You do not need that, just make sure the irqbalance service is enabled on system/startup page in the web interface. But in the past I suspected irqbalance to cause issues, personally I keep it disabled and just manually move a couple of IRQs in /etc/rc.local
hostpad/80211 seems to have issues with the inactivity timer. I see disconnects in the log from devices that are clearly active:
Sun Aug 2 08:49:39 2020 daemon.info hostapd: wlan0: STA 10:xxx IEEE 802.11: deauthenticated due to inactivity (timer DEAUTH/REMOVE)

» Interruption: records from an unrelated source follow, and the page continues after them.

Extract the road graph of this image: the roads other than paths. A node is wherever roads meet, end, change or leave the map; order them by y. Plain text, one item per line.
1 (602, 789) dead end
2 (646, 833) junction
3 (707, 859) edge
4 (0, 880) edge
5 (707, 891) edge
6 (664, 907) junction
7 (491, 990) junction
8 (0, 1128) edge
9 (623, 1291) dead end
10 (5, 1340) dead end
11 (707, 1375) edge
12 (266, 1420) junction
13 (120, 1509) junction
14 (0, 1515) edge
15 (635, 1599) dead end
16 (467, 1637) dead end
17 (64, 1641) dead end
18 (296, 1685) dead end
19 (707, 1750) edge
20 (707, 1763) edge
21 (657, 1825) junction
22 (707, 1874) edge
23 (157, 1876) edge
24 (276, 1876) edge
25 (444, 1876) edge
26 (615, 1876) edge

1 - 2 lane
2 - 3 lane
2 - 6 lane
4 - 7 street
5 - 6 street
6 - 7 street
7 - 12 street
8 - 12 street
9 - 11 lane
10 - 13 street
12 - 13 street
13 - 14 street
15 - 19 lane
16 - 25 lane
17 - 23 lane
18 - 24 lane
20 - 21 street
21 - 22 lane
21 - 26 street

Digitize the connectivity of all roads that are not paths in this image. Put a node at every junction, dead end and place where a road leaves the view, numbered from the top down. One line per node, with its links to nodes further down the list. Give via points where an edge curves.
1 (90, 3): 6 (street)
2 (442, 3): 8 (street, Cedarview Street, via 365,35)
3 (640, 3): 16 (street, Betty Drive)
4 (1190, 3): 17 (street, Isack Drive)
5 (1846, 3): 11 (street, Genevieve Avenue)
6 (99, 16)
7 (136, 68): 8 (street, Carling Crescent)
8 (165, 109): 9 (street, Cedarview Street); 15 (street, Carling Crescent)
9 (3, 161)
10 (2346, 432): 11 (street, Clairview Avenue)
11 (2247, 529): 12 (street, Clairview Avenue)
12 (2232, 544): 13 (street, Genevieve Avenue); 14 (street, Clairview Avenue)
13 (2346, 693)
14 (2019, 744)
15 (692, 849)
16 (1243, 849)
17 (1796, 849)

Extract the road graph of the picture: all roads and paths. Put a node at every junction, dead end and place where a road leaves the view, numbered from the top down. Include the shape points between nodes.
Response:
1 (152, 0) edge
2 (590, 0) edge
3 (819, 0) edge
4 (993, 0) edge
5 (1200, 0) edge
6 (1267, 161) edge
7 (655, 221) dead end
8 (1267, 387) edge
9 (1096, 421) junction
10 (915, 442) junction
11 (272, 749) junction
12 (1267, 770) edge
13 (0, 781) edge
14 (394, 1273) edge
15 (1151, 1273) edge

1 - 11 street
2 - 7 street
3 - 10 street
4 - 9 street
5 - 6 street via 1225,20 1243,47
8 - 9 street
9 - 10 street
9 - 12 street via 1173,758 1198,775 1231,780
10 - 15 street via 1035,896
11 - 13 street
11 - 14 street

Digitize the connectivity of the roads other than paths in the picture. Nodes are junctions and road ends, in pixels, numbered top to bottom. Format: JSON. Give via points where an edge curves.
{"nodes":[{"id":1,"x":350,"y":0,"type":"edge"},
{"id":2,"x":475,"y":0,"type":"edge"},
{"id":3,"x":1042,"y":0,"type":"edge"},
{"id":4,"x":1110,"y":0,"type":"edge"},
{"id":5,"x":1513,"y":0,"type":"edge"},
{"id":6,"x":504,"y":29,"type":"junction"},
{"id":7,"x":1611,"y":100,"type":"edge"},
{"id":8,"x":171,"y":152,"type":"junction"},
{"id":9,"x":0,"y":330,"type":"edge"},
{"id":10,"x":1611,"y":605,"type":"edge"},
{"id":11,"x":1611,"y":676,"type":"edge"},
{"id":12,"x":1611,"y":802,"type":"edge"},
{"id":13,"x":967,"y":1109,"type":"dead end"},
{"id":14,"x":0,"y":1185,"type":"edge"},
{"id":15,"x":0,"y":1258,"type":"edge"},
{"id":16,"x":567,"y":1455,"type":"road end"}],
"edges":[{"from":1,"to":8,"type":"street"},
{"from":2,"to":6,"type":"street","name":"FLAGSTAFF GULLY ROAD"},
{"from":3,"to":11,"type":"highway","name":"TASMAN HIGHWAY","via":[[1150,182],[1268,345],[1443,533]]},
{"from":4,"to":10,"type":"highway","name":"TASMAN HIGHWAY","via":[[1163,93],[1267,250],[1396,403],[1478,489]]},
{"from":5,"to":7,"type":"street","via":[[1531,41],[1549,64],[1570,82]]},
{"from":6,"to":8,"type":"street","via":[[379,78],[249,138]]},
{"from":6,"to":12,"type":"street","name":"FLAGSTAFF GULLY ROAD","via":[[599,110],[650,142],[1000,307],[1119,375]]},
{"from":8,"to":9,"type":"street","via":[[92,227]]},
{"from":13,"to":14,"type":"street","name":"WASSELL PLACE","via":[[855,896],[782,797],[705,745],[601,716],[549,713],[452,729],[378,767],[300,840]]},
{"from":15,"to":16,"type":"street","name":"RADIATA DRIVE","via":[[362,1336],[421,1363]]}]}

Sun Aug 2 10:15:09 2020 daemon.info hostapd: wlan0-1: STA 38:xxx IEEE 802.11: deauthenticated due to inactivity (timer DEAUTH/REMOVE)
I know there's some option to disable it, just saying I didn't have to in the past.
The recent mac80211 and hostapd updates seem to be causing some wifi instability
When upgrading to build 14023 the R7800 power LED started flashing orange and it didn't come back up after flashing like it normally does when upgrading to a new build. Powering off and back on manually got it going.
I want to use nfs, uas and f2fs but can't use the kmods from opkg because of different kernel versions. The version is actually the same but the checksum is different. Do I need to create my own build to make this work? I tried using --force-depends when installing the nfs kmod and it hard crashed the router. Had to use the reset button on the back.
Yes, you need your own build if you want to install kernel kmods. The checksum check is there for a reason, just like you noticed. Just build you own version with the needed kmods included.
(Or alternatively, you can use the official release 19.07.3 builds.)
If transferring from official release builds to your builds (and vice versa), which one do we flash? The one from your builds labeled *factory.img or *sysupgrade.bin
Sysupgrade image is used to upgrade from a running OpenWrt via sysupgrade
Factory image is used to upgrade from a running OEM firmware or using OEM bootloader's TFTP flash routine (or similar recovery tool). So the image needs to match OEM expectations...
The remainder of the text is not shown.